### Imports

In [None]:
import numpy as np
import pandas as pd
import matplotlib.pyplot as plt
import seaborn as sns
from sklearn.preprocessing import StandardScaler
from sklearn.model_selection import train_test_split
from sklearn.metrics import accuracy_score
from sklearn.model_selection import train_test_split, GridSearchCV
from sklearn.ensemble import RandomForestClassifier
from sklearn.ensemble import GradientBoostingClassifier
from xgboost import XGBClassifier
from sklearn.feature_selection import SelectKBest, chi2

### Loading the dataset

In [None]:
import pandas as pd

# Load the dataset
df = pd.read_csv("dataset.csv")  # Change to your actual file name

# Display first few rows
df.head()

### Dataset Transformation/Feature Selection

Check for missing values:

In [None]:
print(df.isnull().sum())  # Check missing values
print(df.dtypes)  # Check data types

Checking for pairs of features with High Correlation:

In [None]:
# Compute the correlation matrix
corr_matrix = df.corr()

# Set correlation threshold
threshold = 0.9  # Change to 0.8 if needed

# Find highly correlated feature pairs
high_corr_features = [(col1, col2, corr_matrix.loc[col1, col2]) 
                      for col1 in corr_matrix.columns 
                      for col2 in corr_matrix.columns 
                      if col1 != col2 and abs(corr_matrix.loc[col1, col2]) > threshold]

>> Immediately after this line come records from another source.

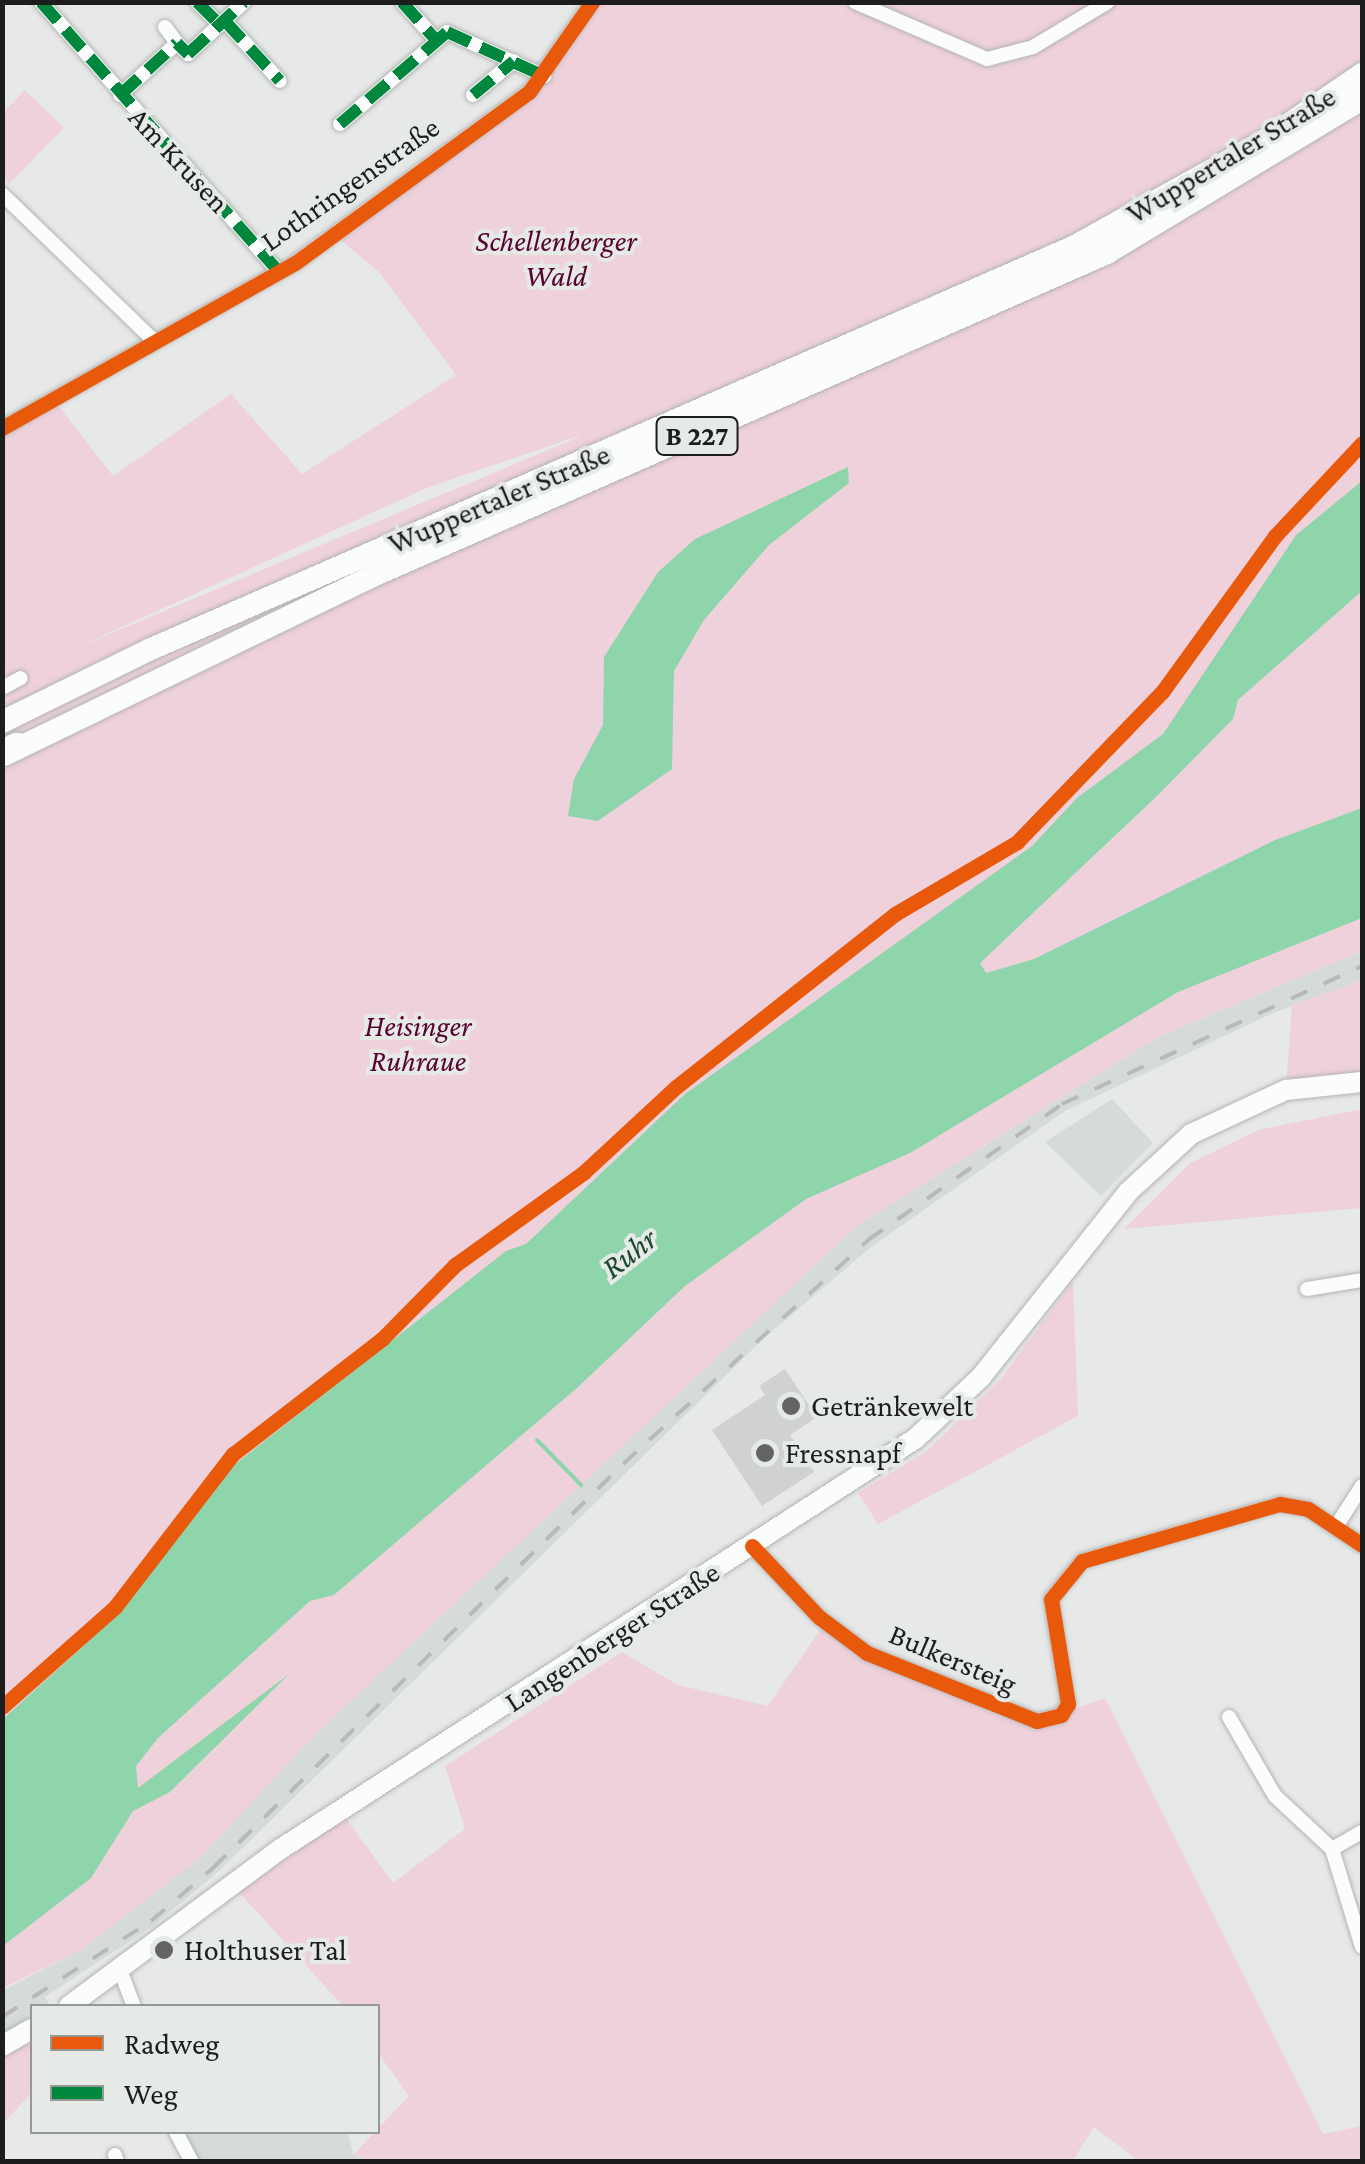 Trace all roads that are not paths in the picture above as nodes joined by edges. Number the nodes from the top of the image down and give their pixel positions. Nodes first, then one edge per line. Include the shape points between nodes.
1 (41, 2) edge
2 (197, 2) edge
3 (244, 2) edge
4 (402, 2) edge
5 (855, 2) edge
6 (1108, 2) edge
7 (589, 3) edge
8 (222, 23) junction
9 (164, 28) dead end
10 (437, 41) junction
11 (177, 43) junction
12 (514, 62) junction
13 (1362, 74) edge
14 (544, 76) junction
15 (280, 81) dead end
16 (473, 95) dead end
17 (120, 96) junction
18 (1362, 100) edge
19 (340, 124) dead end
20 (2, 194) edge
21 (278, 271) junction
22 (154, 342) junction
23 (2, 428) edge
24 (21, 678) dead end
25 (2, 688) edge
26 (6, 744) edge
27 (1362, 1082) edge
28 (1362, 1280) edge
29 (1307, 1290) dead end
30 (1362, 1486) edge
31 (1335, 1528) junction
32 (1362, 1544) edge
33 (752, 1546) junction
34 (1230, 1717) dead end
35 (1362, 1832) edge
36 (1332, 1849) junction
37 (1362, 1948) edge
38 (120, 1970) junction
39 (72, 2004) edge
40 (133, 2004) edge
41 (30, 2030) edge
42 (2, 2046) edge
43 (177, 2134) edge
44 (192, 2162) edge

1 - 17 street, Am Krusen
2 - 8 street
3 - 8 street, Am Krusen
4 - 10 street
5 - 6 street via 987,59 1033,47
7 - 14 street, Lothringenstraße
8 - 11 street, Am Krusen via 188,54
8 - 15 street
9 - 11 street
10 - 12 street via 447,32
10 - 19 street, Lothringenstraße
11 - 17 street, Am Krusen
12 - 14 street
12 - 16 street
13 - 26 main road, Wuppertaler Straße / B 227 via 1200,179 1055,255 151,648
14 - 21 street, Lothringenstraße
17 - 21 street, Am Krusen
18 - 26 main road, Wuppertaler Straße / B 227 via 1222,191 1057,278 376,574
20 - 22 street
21 - 22 street, Lothringenstraße
22 - 23 street, Lothringenstraße
24 - 25 street
27 - 33 main road, Langenberger Straße via 1286,1090 1191,1134 1158,1159 981,1377 915,1439
28 - 29 street
30 - 31 street
31 - 32 street, Bulkersteig
31 - 33 street, Bulkersteig via 1308,1509 1280,1504 1082,1560 1051,1600 1068,1704 1061,1716 1038,1722 867,1652 819,1616
33 - 38 main road, Langenberger Straße via 282,1848
34 - 36 street via 1275,1796
35 - 36 street
36 - 37 street
38 - 39 main road, Langenberger Straße
38 - 40 street
41 - 42 main road
43 - 44 street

# Convert to DataFrame for better readability
high_corr_df = pd.DataFrame(high_corr_features, columns=["Feature 1", "Feature 2", "Correlation"])

print(high_corr_df)

We have to decide if we want to commit to a correlation based feature selection, Random Forest Feature Importance Selection, or some other form of feature selection

Chi_Square Test (For Categorical Data)

In [None]:
X = df.drop(columns=["target"])  # Features
y = df["target"]  # Target variable

# Select top 5 features based on chi-square test
chi_selector = SelectKBest(score_func=chi2, k=5)
X_selected = chi_selector.fit_transform(X, y)

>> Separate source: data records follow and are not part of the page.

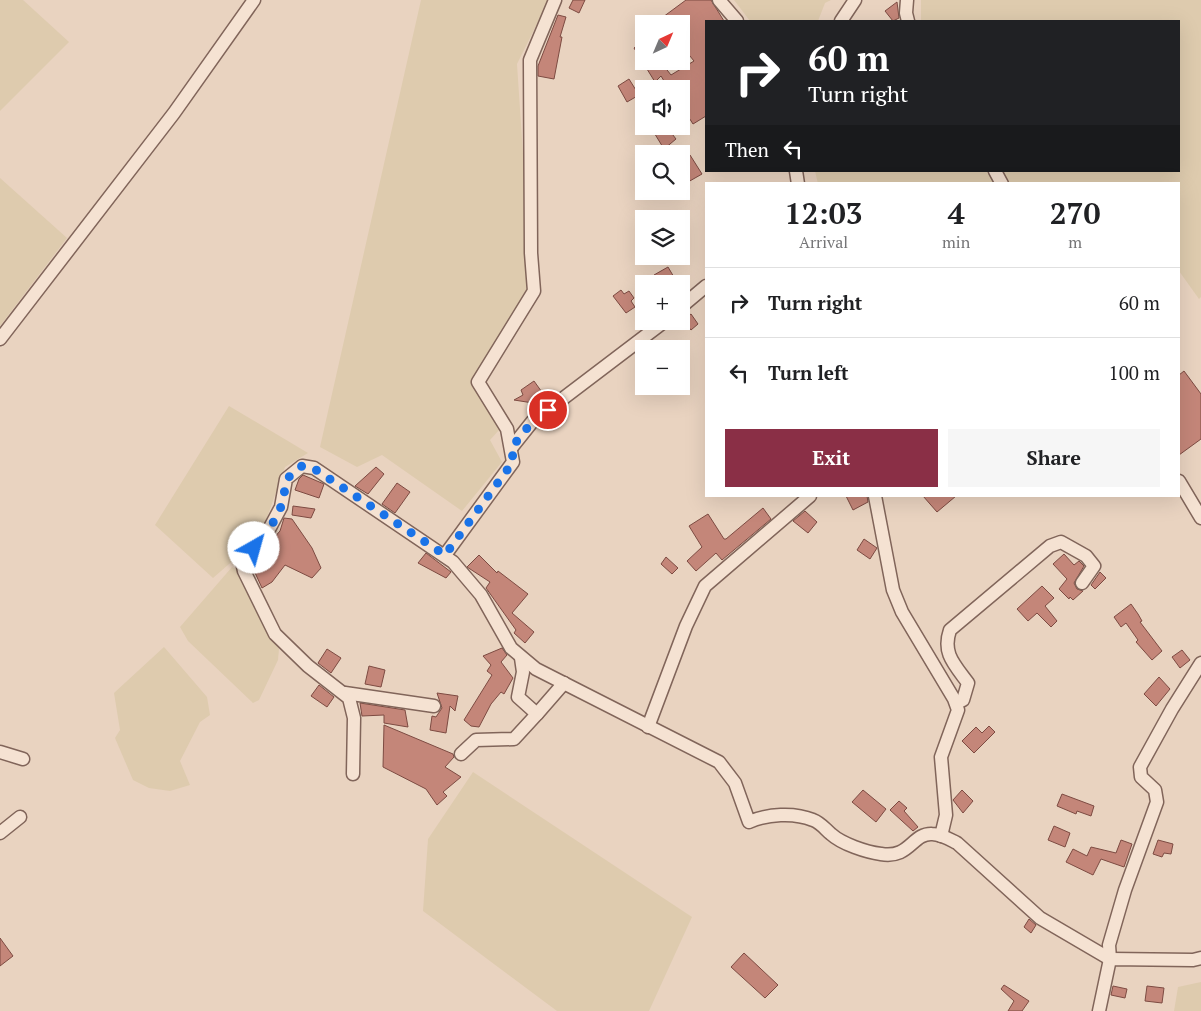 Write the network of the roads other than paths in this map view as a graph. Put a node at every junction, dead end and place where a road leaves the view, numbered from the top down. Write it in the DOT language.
graph roads {
  1 [pos="254,0"];
  2 [pos="555,0"];
  3 [pos="719,0"];
  4 [pos="855,0"];
  5 [pos="907,0"];
  6 [pos="736,20"];
  7 [pos="842,20"];
  8 [pos="908,20"];
  9 [pos="705,287"];
  10 [pos="690,299"];
  11 [pos="652,330"];
  12 [pos="0,339"];
  13 [pos="512,447"];
  14 [pos="1180,483"];
  15 [pos="809,497"];
  16 [pos="875,497"];
  17 [pos="1201,518"];
  18 [pos="445,555"];
  19 [pos="1082,583"];
  20 [pos="521,658"];
  21 [pos="1201,663"];
  22 [pos="564,683"];
  23 [pos="345,693"];
  24 [pos="957,704"];
  25 [pos="434,706"];
  26 [pos="537,714"];
  27 [pos="648,727"];
  28 [pos="0,752"];
  29 [pos="461,754"];
  30 [pos="23,759"];
  31 [pos="353,774"];
  32 [pos="20,817"];
  33 [pos="0,833"];
  34 [pos="941,836"];
  35 [pos="1201,958"];
  36 [pos="1110,959"];
  37 [pos="1098,1011"];
  1 -- 12 [label="street"];
  2 -- 13 [label="street"];
  3 -- 6 [label="street"];
  4 -- 7 [label="street"];
  5 -- 8 [label="street"];
  9 -- 10 [label="street"];
  11 -- 13 [label="street"];
  13 -- 18 [label="street"];
  14 -- 17 [label="street"];
  15 -- 27 [label="street"];
  16 -- 24 [label="street"];
  18 -- 20 [label="street"];
  18 -- 23 [label="street"];
  19 -- 24 [label="street"];
  20 -- 22 [label="street"];
  20 -- 26 [label="street"];
  21 -- 36 [label="street"];
  22 -- 26 [label="street"];
  22 -- 27 [label="street"];
  23 -- 25 [label="street"];
  23 -- 31 [label="street"];
  24 -- 34 [label="street"];
  26 -- 29 [label="street"];
  27 -- 34 [label="street"];
  28 -- 30 [label="street"];
  32 -- 33 [label="street"];
  34 -- 36 [label="street"];
  35 -- 36 [label="street"];
  36 -- 37 [label="street"];
}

# Get selected feature names
selected_features = X.columns[chi_selector.get_support()]
print("Selected Features:", selected_features)

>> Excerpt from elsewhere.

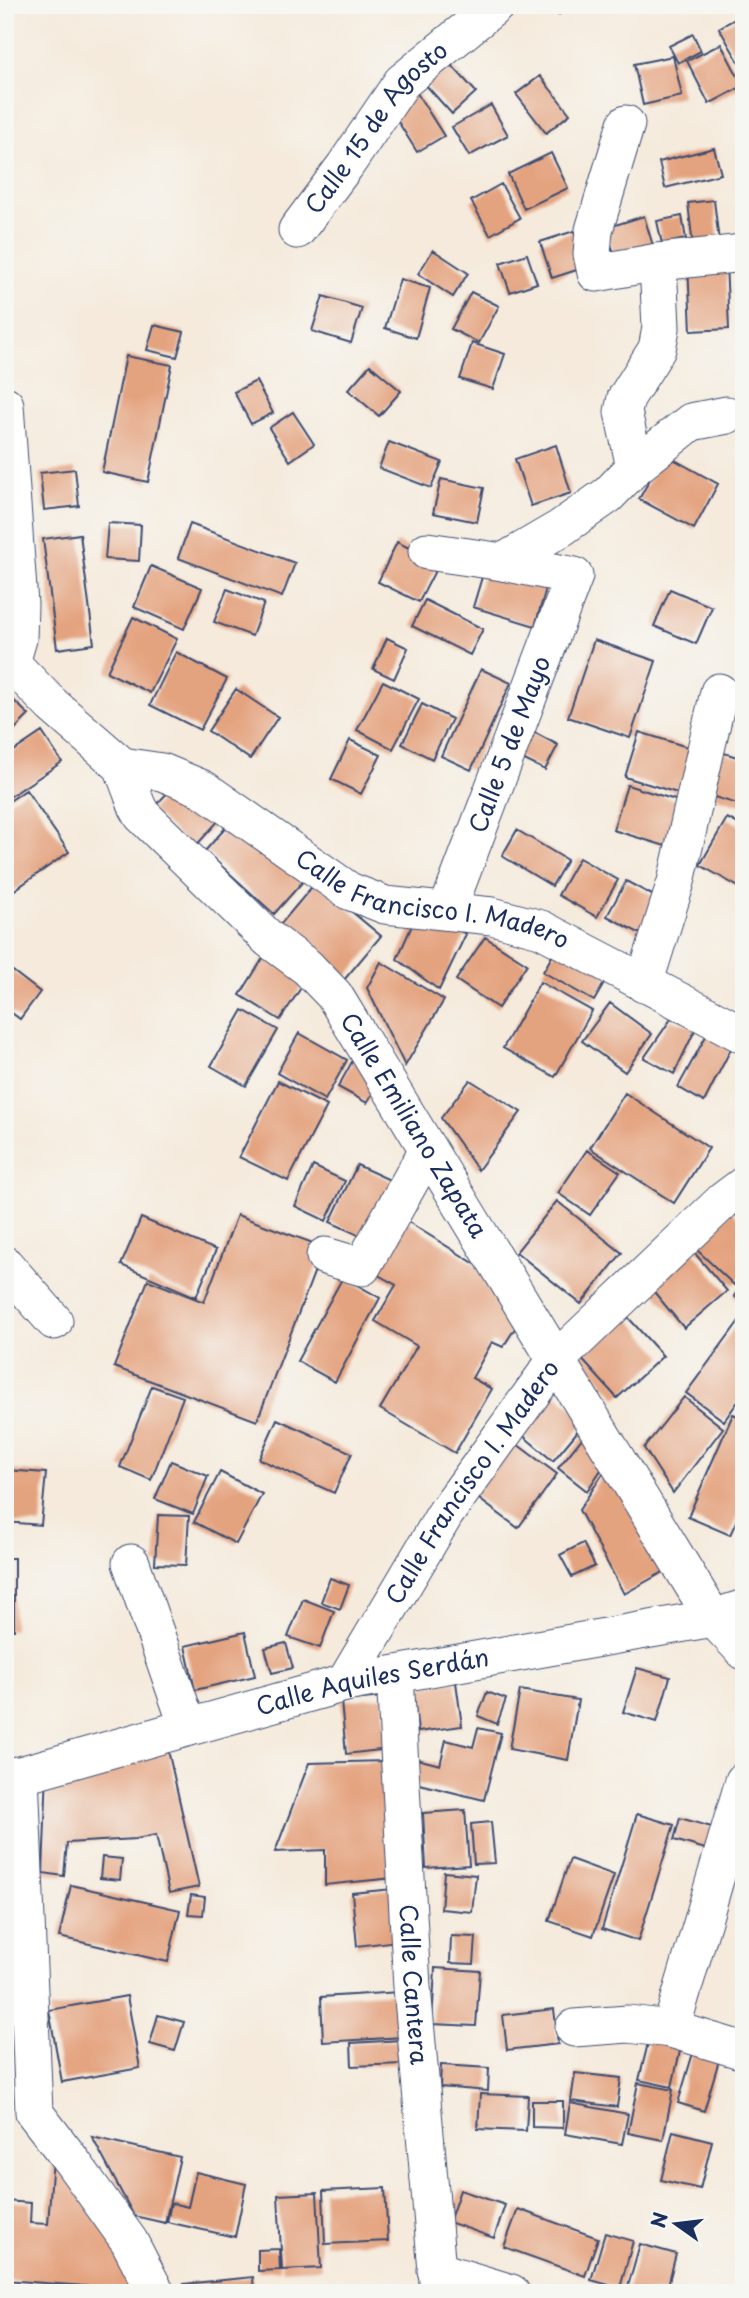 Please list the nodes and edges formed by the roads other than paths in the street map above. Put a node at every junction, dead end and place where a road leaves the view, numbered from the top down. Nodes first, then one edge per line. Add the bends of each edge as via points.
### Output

Random Forest Feature Selection:

In [None]:
# Train model
model = RandomForestClassifier(n_estimators=100, random_state=42)
model.fit(X, y) #For the feature selection, we can use the whole dataset, dont need train-test split

# Get feature importance scores
importance = model.feature_importances_

# Convert to DataFrame
feature_importance = pd.DataFrame({"Feature": X.columns, "Importance": importance})
feature_importance = feature_importance.sort_values(by="Importance", ascending=False)

In [None]:
# Calculate cumulative importance
feature_importance["Cumulative Importance"] = feature_importance["Importance"].cumsum()

# Select features contributing to top 90% importance
threshold = 0.90  # Change to 0.95 for 95%
selected_features = feature_importance[feature_importance["Cumulative Importance"] <= threshold]["Feature"]

Visualization of the Feature Importance:

In [None]:
import matplotlib.pyplot as plt

plt.figure(figsize=(10, 6))
plt.barh(feature_importance["Feature"], feature_importance["Importance"], color="skyblue")
plt.xlabel("Feature Importance")
plt.ylabel("Features")
plt.title("Feature Importance - Random Forest")
plt.gca().invert_yaxis()  # Reverse order to show most important features on top
plt.show()